*** Opening of Input records ***

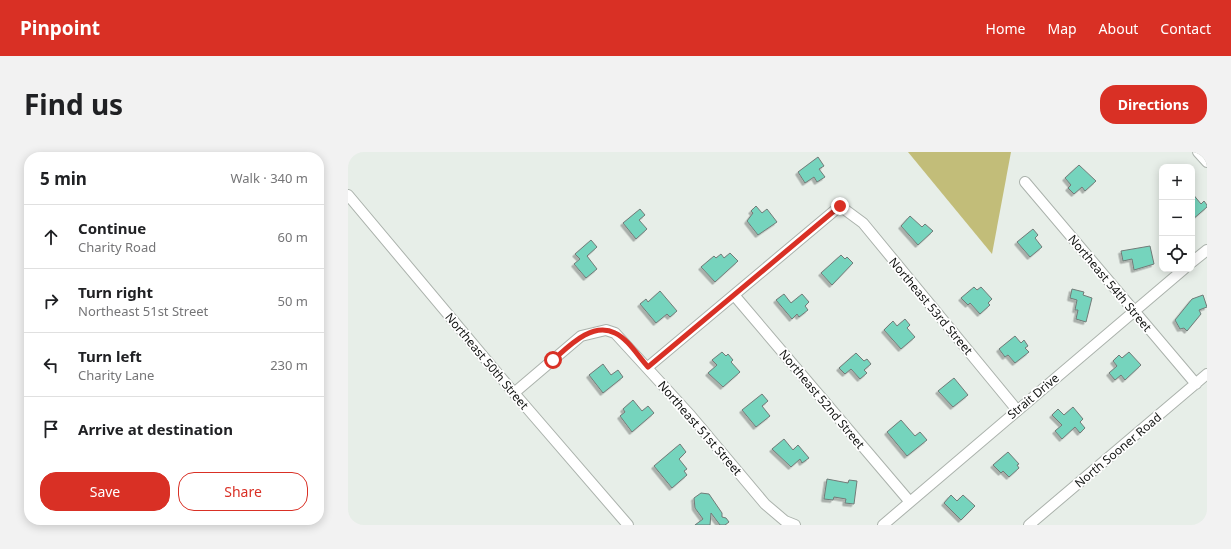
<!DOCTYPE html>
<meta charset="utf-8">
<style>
:root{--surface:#fff;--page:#f2f2f2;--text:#202124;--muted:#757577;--line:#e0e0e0;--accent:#d93025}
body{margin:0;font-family:"Noto Sans",sans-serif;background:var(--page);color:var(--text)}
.controls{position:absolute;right:12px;top:12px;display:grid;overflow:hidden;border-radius:8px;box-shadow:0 2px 10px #0003}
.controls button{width:36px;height:36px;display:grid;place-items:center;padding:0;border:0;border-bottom:1px solid var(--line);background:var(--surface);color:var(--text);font:20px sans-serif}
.stop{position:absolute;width:12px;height:12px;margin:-9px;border:3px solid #d93025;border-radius:50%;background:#fff}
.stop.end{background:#d93025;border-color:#fff;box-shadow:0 1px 4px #0008}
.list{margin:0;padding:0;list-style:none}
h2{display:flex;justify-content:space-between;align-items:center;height:52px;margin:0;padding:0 16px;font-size:17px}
h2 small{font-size:13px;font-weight:400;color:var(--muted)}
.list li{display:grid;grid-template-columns:26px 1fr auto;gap:12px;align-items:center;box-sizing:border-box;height:64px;padding:0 16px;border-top:1px solid var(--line)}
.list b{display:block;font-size:15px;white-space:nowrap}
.list p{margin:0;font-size:13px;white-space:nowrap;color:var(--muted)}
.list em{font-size:13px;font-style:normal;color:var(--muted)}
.actions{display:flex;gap:8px;padding:12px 16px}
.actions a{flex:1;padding:9px 0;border:1px solid var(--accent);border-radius:16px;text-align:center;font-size:14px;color:var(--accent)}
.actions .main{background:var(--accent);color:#fff}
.icon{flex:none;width:22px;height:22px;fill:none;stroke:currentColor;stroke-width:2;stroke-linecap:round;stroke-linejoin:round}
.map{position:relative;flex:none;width:859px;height:373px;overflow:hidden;border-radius:16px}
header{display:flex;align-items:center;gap:24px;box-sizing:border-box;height:56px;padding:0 20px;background:var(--accent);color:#fff}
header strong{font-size:19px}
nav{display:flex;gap:22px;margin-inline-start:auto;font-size:14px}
.intro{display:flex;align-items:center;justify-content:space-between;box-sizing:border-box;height:96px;padding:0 24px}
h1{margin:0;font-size:28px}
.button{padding:10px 18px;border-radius:16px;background:var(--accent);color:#fff;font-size:14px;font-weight:700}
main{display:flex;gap:24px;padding:0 24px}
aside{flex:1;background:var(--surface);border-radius:16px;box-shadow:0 2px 10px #0003}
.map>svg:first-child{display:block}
.green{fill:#c2bd79}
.building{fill:#75d4bd;stroke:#727b78;filter:url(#shadow)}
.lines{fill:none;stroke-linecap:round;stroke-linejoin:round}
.minor-casing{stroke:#abb2ac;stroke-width:12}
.minor{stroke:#fff;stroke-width:10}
.route{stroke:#d93025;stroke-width:5}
.labels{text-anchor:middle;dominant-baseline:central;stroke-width:3.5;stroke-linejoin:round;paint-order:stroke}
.street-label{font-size:12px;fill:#111311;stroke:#fff}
</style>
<header>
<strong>Pinpoint</strong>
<nav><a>Home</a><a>Map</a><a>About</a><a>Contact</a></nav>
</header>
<div class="intro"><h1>Find us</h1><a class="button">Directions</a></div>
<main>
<aside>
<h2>5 min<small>Walk · 340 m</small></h2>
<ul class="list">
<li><svg class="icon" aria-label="ahead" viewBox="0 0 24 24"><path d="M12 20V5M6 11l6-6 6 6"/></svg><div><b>Continue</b><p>Charity Road</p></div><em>60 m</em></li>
<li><svg class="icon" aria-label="right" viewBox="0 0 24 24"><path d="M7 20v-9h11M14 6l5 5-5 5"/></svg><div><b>Turn right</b><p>Northeast 51st Street</p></div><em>50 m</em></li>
<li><svg class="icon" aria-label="left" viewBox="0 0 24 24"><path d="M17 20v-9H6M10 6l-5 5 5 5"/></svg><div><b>Turn left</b><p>Charity Lane</p></div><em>230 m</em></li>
<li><svg class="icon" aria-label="arrive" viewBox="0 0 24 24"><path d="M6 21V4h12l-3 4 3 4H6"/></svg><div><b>Arrive at destination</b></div></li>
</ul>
<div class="actions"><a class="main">Save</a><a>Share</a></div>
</aside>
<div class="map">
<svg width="859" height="373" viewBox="0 0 859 373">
<defs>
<filter id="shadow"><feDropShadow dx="-2.5" dy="2.5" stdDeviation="0" flood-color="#0004"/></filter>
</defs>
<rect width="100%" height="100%" fill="#e7eee8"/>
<path class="green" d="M560 0H663L644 102Z"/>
<path class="building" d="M470 5 476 14 471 17 477 25 469 30 466 25 457 31 450 20Z
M731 13 748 29 737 39 734 35 726 42 720 36 723 33 717 26Z
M844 41 853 52 856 49 859 53V55L844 68Z
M408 54 414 61 419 57 429 70 410 83 399 69 405 61 403 59Z
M292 57 297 63 291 68 299 77 288 87 275 71Z
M562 64 574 75 577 72 585 79 570 93 553 74Z
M685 77 690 83 687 86 694 95 682 105 669 90Z
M243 88 249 95 239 104 249 117 238 126 226 112 232 107 227 102Z
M802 94 806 112 786 118 784 107 775 109 773 99Z
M382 101 390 109 367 130 353 115 366 104 368 106 373 102 376 106Z
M493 103 497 107 499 105 505 111 484 133 473 121Z
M626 135 629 138 633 135 644 147 640 151 642 153 632 162 622 151 620 153 613 146Z
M724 137 736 140 735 143 744 146 738 170 728 167 730 158H727L729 148 722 146Z
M312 139 329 159 322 165 319 162 308 171 292 152 298 147 300 150Z
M436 142 443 151 454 142 461 150 457 154 460 158 451 165 449 162 444 167 428 148Z
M855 143 859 155 851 158 853 162 839 179 836 176 832 177 827 168 844 147Z
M557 167 562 173 559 176 567 185 553 197 536 178 545 169 549 174Z
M667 184 673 191 676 188 680 194 677 196 681 200 667 211 660 203 657 205 651 197Z
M374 200 378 204 380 202 385 208 383 210 392 220 375 235 360 221 369 213 364 208Z
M781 200 793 213 777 228 773 223 767 228 761 221 769 214 765 209 771 203 774 206Z
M508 201 516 209 519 207 523 212 516 218 519 221 512 227 503 217 497 222 491 216Z
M255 212 263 223 270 218 275 225 255 241 241 223Z
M606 226 620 243 605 255 590 239Z
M414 242 420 249 414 254 422 264 408 275 394 258Z
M285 248 294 259 300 254 306 261 284 280 272 264 277 260 275 257Z
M725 255 735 267 732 270 737 276 732 281 727 275 714 287 707 279 714 273 704 263 710 257 716 263Z
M553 268 567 284 572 280 579 288 559 304 539 280Z
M436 287 445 298 450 293 461 306 454 311 452 307 443 315 424 297Z
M332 292 338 300 331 307 339 317 336 319 339 323 324 336 306 314Z
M660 300 671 312 669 313 671 316 661 325 655 319 653 321 645 313Z
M479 327 500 331 501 328 509 329 506 352 497 351 498 347 486 345 485 348 476 347Z
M353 341 361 342 374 361V365L378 366 381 370 377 373H372L363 361 362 373H347L355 367 347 356 346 346Z
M603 343 609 349 615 343 627 354 613 368 596 351Z"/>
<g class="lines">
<g class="minor-casing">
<path id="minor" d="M850 0 859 10
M677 30 848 232
M0 43 166 241 280 373
M844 110 859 98
M386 143 562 350
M300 215 492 54 515 71 669 258
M166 241 233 184 258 178 267 181 343 264 417 352 437 369 447 373
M535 373 836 117
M681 373 859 222"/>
</g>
<use href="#minor" class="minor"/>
</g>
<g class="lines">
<path class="route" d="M205 208C220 195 244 169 267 181 280 187 290 204 300 215L492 54"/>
</g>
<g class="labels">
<g class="street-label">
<text transform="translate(762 131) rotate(50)">Northeast 54th Street</text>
<text transform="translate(583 154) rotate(50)">Northeast 53rd Street</text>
<text transform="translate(139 209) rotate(50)">Northeast 50th Street</text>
<text transform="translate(685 244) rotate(-40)">Strait Drive</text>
<text transform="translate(474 247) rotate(50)">Northeast 52nd Street</text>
<text transform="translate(352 276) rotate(49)">Northeast 51st Street</text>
<text transform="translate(770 298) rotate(-40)">North Sooner Road</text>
</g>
</g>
</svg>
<div class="controls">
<button>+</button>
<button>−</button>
<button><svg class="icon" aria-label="locate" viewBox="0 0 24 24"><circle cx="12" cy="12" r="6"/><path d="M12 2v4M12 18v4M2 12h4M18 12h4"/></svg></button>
</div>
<div class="stop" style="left:205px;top:208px"></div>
<div class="stop end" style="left:492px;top:54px"></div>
</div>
</main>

*** Close of Input records ***

*Task objective*: Every line that holds the string "white" must be copied from the records above.

*Solution*:
.list b{display:block;font-size:15px;white-space:nowrap}
.list p{margin:0;font-size:13px;white-space:nowrap;color:var(--muted)}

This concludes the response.